That might be in part due to the code you are trying to modularize. Modularization is an idiom that is often used to help separate problem domains so that if one area of code has an issue, it won't necessarily* affect another area, and is especially useful when building larger applications; modularization is also one of the key points to classes in object oriented design.
*necessarily with regards to "spaghettification", that is, if the code really is "spaghetti code", often modifying or fixing one area of code most certainly affects other areas of code with unintended or unforeseen consequences, in other words, not modular.
The code you've posted is 63 lines (the main function), and doesn't really require any modularization. Though if you wanted to, you'd want to look at what could be modularized and what should be, but again, there isn't really much in the way to separate out, aside from making separate functions (which would just add to the code bulk).

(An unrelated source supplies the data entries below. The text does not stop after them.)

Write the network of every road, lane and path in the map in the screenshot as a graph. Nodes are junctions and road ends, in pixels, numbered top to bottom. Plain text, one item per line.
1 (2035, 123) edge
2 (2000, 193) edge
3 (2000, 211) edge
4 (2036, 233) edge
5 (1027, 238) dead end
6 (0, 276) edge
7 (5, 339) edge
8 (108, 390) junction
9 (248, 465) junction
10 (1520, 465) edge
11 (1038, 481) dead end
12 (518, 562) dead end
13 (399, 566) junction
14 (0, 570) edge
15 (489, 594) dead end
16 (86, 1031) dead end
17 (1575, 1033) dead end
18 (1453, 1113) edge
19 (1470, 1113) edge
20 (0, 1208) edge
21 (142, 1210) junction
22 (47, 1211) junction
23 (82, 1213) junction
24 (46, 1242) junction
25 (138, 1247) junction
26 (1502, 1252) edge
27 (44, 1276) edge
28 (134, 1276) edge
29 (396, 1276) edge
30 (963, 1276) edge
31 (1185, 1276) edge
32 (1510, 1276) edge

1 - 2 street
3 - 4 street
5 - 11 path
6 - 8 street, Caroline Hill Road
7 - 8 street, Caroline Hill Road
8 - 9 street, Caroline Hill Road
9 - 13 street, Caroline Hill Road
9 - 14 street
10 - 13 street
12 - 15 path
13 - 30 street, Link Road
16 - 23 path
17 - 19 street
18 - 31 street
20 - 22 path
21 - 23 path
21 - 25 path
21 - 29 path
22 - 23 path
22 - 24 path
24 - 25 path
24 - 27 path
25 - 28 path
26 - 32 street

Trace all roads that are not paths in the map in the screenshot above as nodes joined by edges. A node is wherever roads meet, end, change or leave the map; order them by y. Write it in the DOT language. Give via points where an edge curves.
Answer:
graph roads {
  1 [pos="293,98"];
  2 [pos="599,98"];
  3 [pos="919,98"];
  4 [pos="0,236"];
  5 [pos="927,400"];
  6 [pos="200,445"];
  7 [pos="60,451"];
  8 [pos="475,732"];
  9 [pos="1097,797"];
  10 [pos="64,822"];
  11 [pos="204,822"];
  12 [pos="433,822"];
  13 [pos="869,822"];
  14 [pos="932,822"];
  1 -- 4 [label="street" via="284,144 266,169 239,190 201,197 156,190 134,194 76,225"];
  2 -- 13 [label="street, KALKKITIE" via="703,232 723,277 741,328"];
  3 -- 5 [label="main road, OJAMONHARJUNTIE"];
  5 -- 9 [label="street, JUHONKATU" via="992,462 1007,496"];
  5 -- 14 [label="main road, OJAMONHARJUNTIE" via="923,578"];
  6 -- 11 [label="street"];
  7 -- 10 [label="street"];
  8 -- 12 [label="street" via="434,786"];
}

And since you asked specifically
I'm not sure how to make functions that modify arrays!
That can be done with the following:
// to pass a variable by reference (so as to avoid making copies), just give the type with the & symbol
void run_simulation(rarray<float,2>& noa, rarray<float,2>& new_noa, rarray<float,2>& voa)
{
// do something with the arrays
}
int main()
{
// ants walk on a table
rarray<float,2> number_of_ants(356,356);
rarray<float,2> new_number_of_ants(356,356);
rarray<float,2> velocity_of_ants(356,356);
...
run_simulation(number_of_ants, new_number_of_ants, velocity_of_ants);
...
}
Also, it should be noted there's a potential bug in your code; under the run simulation loop, you declare float totants = 0.0; then act on that variable until the end of the loop, at which point you still modify it with totants += number_of_ants[i][j];. If this variable is to be used to keep a 'running' total without being reset, you'd need to move the totants declaration outside of the for loop, otherwise, strictly speaking, that last totants += statement is not necessary.
Hope that can help add some clarity.
Except for replacing the magic numbers with constants in the beginning, there is not much that can be done to improve scientific code as barely anything is reusable.
The only part that is repeated is:
for (int i=0;i<356;i++) {
for (int j=0;j<356;j++) {
new_number_of_ants[i][j] = 0.0;
}
}
Which you can extract as a function (I have not replaced the magic numbers, you should do that first and give them as parameters):
void zeroRarray(rarray<float, 2> number_of_ants) {
for (int i = 0; i < 356; i++) {
for (int j = 0; j < 356; j++) {
number_of_ants[i][j] = 0.0;
}
}
}
And call like:
zeroRarray(number_of_ants); // Btw the name of this rarray is misleading!
Also, replace the mathematical expressions with function calls:
velocity_of_ants[i][j] = M_PI* (sin((2 * M_PI * (i + j)) / 3560) + 1);
with:
velocity_of_ants[i][j] = calculateSomething(i, j);
where the function looks something like:
double calculateSomethingHere(int i, int j) {
return M_PI * (sin((2 * M_PI * (i + j)) / 3560) + 1);
}
so you can give these long and insightful names and focus on what each part of your code does and not what it looks like.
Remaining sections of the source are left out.